_PROBLEM TO SOLVE_: Reproduce the records that follow exactly as they are written.

_DATASET RECORDS_:
########################################

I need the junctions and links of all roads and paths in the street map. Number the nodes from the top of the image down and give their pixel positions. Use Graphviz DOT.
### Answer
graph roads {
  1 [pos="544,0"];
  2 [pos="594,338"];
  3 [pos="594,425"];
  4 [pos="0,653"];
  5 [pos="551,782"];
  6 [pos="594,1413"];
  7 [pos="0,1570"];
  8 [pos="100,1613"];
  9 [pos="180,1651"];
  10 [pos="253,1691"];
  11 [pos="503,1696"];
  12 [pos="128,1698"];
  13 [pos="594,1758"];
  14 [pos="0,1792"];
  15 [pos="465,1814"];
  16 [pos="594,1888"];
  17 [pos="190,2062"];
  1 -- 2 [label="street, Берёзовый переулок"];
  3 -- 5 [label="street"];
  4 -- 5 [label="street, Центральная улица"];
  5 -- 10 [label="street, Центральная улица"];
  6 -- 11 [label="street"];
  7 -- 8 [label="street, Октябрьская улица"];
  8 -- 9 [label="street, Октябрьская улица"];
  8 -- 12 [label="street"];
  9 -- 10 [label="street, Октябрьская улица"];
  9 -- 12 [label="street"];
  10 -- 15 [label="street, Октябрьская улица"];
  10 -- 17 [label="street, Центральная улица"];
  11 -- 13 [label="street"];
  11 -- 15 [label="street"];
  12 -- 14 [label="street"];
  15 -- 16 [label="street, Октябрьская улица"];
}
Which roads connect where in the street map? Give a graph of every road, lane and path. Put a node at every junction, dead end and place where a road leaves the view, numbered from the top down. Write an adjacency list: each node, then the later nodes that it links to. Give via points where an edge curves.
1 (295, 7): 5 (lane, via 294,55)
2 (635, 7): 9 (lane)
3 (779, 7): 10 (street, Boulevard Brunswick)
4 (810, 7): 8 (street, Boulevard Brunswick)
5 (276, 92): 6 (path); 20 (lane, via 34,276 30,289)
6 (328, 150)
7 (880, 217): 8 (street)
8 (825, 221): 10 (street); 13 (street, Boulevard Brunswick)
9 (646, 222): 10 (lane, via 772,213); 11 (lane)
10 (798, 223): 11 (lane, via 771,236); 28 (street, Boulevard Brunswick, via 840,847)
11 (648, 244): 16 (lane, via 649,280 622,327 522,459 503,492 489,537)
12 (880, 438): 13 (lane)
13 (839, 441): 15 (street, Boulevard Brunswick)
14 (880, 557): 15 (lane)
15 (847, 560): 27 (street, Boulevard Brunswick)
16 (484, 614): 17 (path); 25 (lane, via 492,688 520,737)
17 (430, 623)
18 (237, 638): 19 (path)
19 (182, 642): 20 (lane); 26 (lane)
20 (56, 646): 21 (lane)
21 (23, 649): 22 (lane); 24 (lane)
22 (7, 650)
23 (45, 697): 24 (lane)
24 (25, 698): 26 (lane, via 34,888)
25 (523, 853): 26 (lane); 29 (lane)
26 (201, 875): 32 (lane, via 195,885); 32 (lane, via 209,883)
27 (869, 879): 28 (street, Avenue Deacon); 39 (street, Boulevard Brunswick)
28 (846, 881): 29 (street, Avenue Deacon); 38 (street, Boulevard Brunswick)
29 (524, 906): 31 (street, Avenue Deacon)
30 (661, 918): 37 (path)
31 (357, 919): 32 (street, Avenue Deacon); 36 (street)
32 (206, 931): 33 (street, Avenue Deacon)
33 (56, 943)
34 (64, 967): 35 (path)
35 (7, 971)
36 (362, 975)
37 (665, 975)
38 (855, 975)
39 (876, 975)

########################################

_EXPECTED ANSWER_:
I need the junctions and links of all roads and paths in the street map. Number the nodes from the top of the image down and give their pixel positions. Use Graphviz DOT.
### Answer
graph roads {
  1 [pos="544,0"];
  2 [pos="594,338"];
  3 [pos="594,425"];
  4 [pos="0,653"];
  5 [pos="551,782"];
  6 [pos="594,1413"];
  7 [pos="0,1570"];
  8 [pos="100,1613"];
  9 [pos="180,1651"];
  10 [pos="253,1691"];
  11 [pos="503,1696"];
  12 [pos="128,1698"];
  13 [pos="594,1758"];
  14 [pos="0,1792"];
  15 [pos="465,1814"];
  16 [pos="594,1888"];
  17 [pos="190,2062"];
  1 -- 2 [label="street, Берёзовый переулок"];
  3 -- 5 [label="street"];
  4 -- 5 [label="street, Центральная улица"];
  5 -- 10 [label="street, Центральная улица"];
  6 -- 11 [label="street"];
  7 -- 8 [label="street, Октябрьская улица"];
  8 -- 9 [label="street, Октябрьская улица"];
  8 -- 12 [label="street"];
  9 -- 10 [label="street, Октябрьская улица"];
  9 -- 12 [label="street"];
  10 -- 15 [label="street, Октябрьская улица"];
  10 -- 17 [label="street, Центральная улица"];
  11 -- 13 [label="street"];
  11 -- 15 [label="street"];
  12 -- 14 [label="street"];
  15 -- 16 [label="street, Октябрьская улица"];
}
Which roads connect where in the street map? Give a graph of every road, lane and path. Put a node at every junction, dead end and place where a road leaves the view, numbered from the top down. Write an adjacency list: each node, then the later nodes that it links to. Give via points where an edge curves.
1 (295, 7): 5 (lane, via 294,55)
2 (635, 7): 9 (lane)
3 (779, 7): 10 (street, Boulevard Brunswick)
4 (810, 7): 8 (street, Boulevard Brunswick)
5 (276, 92): 6 (path); 20 (lane, via 34,276 30,289)
6 (328, 150)
7 (880, 217): 8 (street)
8 (825, 221): 10 (street); 13 (street, Boulevard Brunswick)
9 (646, 222): 10 (lane, via 772,213); 11 (lane)
10 (798, 223): 11 (lane, via 771,236); 28 (street, Boulevard Brunswick, via 840,847)
11 (648, 244): 16 (lane, via 649,280 622,327 522,459 503,492 489,537)
12 (880, 438): 13 (lane)
13 (839, 441): 15 (street, Boulevard Brunswick)
14 (880, 557): 15 (lane)
15 (847, 560): 27 (street, Boulevard Brunswick)
16 (484, 614): 17 (path); 25 (lane, via 492,688 520,737)
17 (430, 623)
18 (237, 638): 19 (path)
19 (182, 642): 20 (lane); 26 (lane)
20 (56, 646): 21 (lane)
21 (23, 649): 22 (lane); 24 (lane)
22 (7, 650)
23 (45, 697): 24 (lane)
24 (25, 698): 26 (lane, via 34,888)
25 (523, 853): 26 (lane); 29 (lane)
26 (201, 875): 32 (lane, via 195,885); 32 (lane, via 209,883)
27 (869, 879): 28 (street, Avenue Deacon); 39 (street, Boulevard Brunswick)
28 (846, 881): 29 (street, Avenue Deacon); 38 (street, Boulevard Brunswick)
29 (524, 906): 31 (street, Avenue Deacon)
30 (661, 918): 37 (path)
31 (357, 919): 32 (street, Avenue Deacon); 36 (street)
32 (206, 931): 33 (street, Avenue Deacon)
33 (56, 943)
34 (64, 967): 35 (path)
35 (7, 971)
36 (362, 975)
37 (665, 975)
38 (855, 975)
39 (876, 975)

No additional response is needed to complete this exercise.